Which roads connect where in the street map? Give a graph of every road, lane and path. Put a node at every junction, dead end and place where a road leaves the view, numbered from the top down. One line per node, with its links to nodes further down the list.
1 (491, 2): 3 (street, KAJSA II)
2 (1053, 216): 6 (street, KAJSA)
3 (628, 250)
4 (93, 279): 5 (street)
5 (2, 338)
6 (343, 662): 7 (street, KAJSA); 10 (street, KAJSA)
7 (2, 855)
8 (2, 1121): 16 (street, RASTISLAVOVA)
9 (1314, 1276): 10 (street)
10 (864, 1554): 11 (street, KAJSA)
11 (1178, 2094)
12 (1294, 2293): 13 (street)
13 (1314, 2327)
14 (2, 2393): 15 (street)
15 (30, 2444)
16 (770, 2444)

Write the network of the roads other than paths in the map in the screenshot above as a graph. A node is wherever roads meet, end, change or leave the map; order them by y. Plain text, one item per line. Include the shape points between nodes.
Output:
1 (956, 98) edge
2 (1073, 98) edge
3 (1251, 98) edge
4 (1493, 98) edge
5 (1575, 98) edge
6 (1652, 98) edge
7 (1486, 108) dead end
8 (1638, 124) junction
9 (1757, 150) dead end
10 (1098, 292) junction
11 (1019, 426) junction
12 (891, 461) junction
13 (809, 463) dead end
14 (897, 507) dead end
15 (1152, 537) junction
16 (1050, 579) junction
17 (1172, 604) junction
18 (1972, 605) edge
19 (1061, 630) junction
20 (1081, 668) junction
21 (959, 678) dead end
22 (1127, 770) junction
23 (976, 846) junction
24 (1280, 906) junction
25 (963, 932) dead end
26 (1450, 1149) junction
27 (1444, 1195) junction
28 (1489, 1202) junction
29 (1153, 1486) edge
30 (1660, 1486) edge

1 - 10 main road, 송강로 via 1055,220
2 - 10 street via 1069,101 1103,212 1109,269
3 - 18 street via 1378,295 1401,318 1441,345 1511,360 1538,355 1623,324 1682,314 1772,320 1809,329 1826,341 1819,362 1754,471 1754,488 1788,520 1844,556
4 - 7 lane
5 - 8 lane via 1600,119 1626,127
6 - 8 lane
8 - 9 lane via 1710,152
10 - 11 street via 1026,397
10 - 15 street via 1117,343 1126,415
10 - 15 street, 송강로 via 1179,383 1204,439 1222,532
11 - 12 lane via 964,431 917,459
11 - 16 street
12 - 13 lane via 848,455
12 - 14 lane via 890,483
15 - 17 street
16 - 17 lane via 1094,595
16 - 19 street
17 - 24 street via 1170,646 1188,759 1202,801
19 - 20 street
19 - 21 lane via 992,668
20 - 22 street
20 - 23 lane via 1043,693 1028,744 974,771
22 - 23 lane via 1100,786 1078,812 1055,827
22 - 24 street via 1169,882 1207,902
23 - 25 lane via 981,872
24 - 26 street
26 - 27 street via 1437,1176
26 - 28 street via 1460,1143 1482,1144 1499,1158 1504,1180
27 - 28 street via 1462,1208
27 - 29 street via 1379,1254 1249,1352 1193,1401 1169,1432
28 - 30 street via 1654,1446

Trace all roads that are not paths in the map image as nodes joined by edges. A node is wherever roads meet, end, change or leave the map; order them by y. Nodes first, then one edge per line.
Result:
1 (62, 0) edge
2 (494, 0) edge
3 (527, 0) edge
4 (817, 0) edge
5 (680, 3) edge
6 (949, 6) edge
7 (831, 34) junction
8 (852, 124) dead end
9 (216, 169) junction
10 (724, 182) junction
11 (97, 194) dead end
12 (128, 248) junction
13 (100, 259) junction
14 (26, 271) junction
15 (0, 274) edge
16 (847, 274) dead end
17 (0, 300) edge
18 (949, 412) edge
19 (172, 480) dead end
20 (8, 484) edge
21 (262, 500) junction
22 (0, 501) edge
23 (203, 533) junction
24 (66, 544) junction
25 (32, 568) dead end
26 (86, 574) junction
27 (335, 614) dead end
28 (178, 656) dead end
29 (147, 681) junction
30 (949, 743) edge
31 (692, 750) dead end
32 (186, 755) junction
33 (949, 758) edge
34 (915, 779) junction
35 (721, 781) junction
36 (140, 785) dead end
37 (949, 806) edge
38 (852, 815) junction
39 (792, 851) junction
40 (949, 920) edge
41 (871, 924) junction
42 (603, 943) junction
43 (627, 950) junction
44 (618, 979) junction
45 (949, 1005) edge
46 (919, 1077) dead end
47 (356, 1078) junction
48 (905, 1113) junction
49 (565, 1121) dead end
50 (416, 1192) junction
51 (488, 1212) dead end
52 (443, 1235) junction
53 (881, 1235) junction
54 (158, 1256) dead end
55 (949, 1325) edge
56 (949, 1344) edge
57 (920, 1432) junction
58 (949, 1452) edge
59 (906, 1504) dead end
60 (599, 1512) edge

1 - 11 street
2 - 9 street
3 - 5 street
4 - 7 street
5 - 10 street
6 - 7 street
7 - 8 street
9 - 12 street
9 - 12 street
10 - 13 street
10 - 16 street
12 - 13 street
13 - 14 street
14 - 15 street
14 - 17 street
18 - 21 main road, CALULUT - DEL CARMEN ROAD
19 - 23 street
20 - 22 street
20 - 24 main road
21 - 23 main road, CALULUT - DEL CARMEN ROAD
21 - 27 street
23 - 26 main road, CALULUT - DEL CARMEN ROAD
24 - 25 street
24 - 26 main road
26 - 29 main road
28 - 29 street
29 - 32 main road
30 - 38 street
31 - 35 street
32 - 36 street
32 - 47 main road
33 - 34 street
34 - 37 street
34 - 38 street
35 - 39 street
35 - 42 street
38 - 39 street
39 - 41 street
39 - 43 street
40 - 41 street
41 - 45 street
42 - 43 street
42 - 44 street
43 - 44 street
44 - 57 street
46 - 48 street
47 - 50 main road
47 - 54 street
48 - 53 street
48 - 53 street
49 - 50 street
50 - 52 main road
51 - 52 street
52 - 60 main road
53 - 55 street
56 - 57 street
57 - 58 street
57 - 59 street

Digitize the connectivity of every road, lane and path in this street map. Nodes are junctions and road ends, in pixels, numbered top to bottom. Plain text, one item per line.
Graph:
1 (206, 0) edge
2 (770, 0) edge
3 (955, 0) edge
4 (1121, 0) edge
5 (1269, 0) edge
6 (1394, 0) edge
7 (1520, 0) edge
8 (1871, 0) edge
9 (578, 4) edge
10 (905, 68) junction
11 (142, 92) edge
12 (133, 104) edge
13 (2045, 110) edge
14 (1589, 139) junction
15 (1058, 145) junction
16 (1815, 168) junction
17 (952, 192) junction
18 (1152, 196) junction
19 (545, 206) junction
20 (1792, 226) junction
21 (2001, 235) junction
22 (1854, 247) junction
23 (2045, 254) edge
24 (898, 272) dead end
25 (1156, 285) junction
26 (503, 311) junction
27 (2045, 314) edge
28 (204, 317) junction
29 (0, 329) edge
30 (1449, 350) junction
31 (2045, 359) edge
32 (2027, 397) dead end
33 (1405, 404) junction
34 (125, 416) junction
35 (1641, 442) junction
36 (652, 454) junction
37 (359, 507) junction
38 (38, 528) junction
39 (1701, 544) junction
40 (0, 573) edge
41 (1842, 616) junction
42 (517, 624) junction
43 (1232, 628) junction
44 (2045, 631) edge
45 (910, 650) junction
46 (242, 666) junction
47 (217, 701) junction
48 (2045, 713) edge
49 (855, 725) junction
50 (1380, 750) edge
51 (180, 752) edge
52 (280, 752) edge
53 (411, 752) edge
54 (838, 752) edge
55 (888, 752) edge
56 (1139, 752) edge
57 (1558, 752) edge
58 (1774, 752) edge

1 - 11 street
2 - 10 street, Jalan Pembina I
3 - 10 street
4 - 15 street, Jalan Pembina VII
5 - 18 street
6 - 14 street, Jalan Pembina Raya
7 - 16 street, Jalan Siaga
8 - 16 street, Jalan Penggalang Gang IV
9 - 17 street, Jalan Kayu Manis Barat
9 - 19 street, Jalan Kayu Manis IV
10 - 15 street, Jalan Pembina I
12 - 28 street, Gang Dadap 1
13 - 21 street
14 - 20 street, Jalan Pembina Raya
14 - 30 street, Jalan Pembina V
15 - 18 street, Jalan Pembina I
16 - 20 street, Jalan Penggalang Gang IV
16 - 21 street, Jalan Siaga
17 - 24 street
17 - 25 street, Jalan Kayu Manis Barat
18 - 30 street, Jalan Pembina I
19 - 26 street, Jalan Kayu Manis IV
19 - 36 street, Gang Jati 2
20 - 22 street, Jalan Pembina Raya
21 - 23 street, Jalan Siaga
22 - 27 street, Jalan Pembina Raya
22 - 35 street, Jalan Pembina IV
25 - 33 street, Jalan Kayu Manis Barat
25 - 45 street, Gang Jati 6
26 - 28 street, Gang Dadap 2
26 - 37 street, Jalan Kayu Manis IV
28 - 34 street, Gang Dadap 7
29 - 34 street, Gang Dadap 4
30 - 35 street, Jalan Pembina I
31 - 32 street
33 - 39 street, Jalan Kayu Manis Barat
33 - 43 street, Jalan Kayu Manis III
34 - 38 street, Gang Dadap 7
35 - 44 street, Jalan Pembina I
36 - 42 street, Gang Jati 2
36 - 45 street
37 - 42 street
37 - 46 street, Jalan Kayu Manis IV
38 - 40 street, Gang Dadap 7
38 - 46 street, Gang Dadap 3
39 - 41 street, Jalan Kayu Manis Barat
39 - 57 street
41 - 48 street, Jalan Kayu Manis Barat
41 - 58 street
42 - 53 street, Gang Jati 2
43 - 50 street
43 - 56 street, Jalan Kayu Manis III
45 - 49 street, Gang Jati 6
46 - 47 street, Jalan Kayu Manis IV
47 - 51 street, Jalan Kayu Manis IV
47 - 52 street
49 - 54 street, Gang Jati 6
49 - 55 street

•••••

__Problem description__.
Everything from the first line of the listing above through the line holding "Write the network" must be retyped exactly; nothing else belongs in the reply.

__Result for this exercise__.
Which roads connect where in the street map? Give a graph of every road, lane and path. Put a node at every junction, dead end and place where a road leaves the view, numbered from the top down. One line per node, with its links to nodes further down the list.
1 (491, 2): 3 (street, KAJSA II)
2 (1053, 216): 6 (street, KAJSA)
3 (628, 250)
4 (93, 279): 5 (street)
5 (2, 338)
6 (343, 662): 7 (street, KAJSA); 10 (street, KAJSA)
7 (2, 855)
8 (2, 1121): 16 (street, RASTISLAVOVA)
9 (1314, 1276): 10 (street)
10 (864, 1554): 11 (street, KAJSA)
11 (1178, 2094)
12 (1294, 2293): 13 (street)
13 (1314, 2327)
14 (2, 2393): 15 (street)
15 (30, 2444)
16 (770, 2444)

Write the network of the roads other than paths in the map in the screenshot above as a graph. A node is wherever roads meet, end, change or leave the map; order them by y. Plain text, one item per line. Include the shape points between nodes.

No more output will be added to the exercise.